2021-2013: Russia to chair Arctic Council
Russian Foreign Minister Sergei Lavrov visited Reykjavik and attended a meeting marking the 25th anniversary of the Arctic Council. He urged other countries not to bring confrontation into the work of the organization.
According to Lavrov, states responsible for the future of the polar region can skillfully manage it only through concerted efforts. Russia, he pointed out, advocates expanded dialogue.
“The Arctic Council is a unique forum where the member states are not divided into “us and them”; decisions are adopted by consensus, and the interests of the indigenous people of the North, who sit at the same table with representatives of the member states, are taken into account,” Sergei Lavrov said.
He recalled that Russia would assume the chairmanship of the Arctic Council this year.
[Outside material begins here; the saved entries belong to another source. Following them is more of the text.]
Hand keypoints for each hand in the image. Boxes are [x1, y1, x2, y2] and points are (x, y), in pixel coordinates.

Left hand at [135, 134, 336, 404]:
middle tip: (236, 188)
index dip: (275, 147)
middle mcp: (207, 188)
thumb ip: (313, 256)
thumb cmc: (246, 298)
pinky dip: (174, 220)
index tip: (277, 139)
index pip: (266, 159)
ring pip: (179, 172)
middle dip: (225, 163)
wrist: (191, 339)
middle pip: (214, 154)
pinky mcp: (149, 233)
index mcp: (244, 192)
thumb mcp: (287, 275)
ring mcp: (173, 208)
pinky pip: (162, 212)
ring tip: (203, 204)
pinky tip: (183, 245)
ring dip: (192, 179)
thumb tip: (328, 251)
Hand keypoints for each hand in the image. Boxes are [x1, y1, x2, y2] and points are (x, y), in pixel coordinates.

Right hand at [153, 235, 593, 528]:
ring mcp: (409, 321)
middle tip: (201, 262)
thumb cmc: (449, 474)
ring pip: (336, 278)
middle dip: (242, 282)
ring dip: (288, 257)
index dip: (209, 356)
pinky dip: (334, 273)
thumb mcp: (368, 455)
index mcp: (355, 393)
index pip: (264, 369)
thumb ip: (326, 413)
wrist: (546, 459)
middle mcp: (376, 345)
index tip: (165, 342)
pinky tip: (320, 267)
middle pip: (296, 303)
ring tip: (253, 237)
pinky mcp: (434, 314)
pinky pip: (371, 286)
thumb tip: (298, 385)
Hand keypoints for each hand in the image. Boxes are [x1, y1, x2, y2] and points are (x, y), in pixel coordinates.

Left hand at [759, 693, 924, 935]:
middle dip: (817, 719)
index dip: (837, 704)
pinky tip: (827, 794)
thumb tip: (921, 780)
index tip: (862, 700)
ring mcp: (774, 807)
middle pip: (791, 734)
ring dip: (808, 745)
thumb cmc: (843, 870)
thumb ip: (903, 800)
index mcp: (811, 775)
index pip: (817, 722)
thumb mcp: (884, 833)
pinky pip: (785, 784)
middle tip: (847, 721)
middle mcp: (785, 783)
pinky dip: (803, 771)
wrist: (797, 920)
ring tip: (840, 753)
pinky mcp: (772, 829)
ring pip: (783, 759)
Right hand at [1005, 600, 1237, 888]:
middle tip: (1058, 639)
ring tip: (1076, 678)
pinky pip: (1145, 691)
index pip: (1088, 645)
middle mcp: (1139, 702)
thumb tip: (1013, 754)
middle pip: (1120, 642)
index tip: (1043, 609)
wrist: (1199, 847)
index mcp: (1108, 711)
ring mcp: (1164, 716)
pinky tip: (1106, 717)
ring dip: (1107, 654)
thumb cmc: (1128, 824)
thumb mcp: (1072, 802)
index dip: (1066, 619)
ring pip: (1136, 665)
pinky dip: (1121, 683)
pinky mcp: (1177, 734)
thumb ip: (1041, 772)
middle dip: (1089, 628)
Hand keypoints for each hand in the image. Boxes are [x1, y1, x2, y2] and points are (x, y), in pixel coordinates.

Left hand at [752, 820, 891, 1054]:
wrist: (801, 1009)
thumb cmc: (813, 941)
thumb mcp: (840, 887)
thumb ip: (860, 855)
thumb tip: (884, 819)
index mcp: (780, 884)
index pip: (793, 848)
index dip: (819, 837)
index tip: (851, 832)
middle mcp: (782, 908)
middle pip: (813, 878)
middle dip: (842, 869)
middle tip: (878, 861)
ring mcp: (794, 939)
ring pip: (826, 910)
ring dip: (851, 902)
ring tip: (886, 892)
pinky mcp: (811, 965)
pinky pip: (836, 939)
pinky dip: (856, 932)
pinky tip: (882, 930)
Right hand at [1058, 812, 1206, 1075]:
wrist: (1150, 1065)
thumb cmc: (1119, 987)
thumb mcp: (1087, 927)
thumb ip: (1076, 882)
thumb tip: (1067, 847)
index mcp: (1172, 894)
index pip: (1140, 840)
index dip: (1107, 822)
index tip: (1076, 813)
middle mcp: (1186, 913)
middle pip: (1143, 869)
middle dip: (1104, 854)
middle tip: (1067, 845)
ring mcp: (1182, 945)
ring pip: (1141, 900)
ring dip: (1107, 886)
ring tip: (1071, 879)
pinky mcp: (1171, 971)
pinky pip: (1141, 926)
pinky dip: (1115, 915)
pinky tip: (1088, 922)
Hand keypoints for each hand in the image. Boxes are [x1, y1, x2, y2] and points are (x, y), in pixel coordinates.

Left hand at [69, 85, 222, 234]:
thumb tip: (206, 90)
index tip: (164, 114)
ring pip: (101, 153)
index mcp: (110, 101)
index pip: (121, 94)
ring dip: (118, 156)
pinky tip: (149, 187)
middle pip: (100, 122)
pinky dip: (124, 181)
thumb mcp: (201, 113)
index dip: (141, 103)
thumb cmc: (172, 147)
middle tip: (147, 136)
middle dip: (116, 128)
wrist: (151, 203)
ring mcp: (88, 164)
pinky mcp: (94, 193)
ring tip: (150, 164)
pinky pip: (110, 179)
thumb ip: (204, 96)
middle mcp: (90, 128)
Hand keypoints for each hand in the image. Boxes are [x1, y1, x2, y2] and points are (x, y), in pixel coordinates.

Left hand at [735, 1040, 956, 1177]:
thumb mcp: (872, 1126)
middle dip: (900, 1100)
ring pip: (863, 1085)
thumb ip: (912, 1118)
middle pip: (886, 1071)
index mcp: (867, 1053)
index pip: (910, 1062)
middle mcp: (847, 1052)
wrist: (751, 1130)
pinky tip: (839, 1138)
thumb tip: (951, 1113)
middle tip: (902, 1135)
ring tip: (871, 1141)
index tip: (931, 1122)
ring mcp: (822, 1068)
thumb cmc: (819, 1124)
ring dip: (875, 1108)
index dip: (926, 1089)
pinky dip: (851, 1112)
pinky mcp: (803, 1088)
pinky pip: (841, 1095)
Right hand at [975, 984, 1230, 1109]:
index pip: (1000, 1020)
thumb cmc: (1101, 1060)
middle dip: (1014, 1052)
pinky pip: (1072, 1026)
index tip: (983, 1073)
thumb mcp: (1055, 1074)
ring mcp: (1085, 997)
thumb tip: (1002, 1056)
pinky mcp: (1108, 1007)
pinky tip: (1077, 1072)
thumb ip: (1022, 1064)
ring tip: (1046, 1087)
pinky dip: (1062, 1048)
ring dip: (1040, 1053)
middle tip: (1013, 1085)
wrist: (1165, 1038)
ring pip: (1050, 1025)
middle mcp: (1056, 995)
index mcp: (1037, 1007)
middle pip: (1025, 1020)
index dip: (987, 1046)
In this connection, Russia which accounts for one-third of the Arctic region, plans to continue the development of the region’s social, economic and nature conservation. According to the diplomat, efforts to improve people’s well-being and the quality of their lives are the main goal of work in this direction.
Those attending the Reykjavik meeting also approved a regional development strategy for a period of the next ten years. Lavrov explained that it was intended to prepare the polar region for all-out climate change to the greatest possible extent, and to minimize human impact on the environment. Some state projects will aim to preserve the cultural, historical and linguistic heritage of Northern ethnic groups.
This is the first long-term planning document for the Arctic Eight, namely, Russia, Denmark, Sweden, Norway, Finland, Canada, the United States and Iceland.
There were plans to approve the strategy in 2019, during Finland’s chairmanship, but the US position prevented this from happening.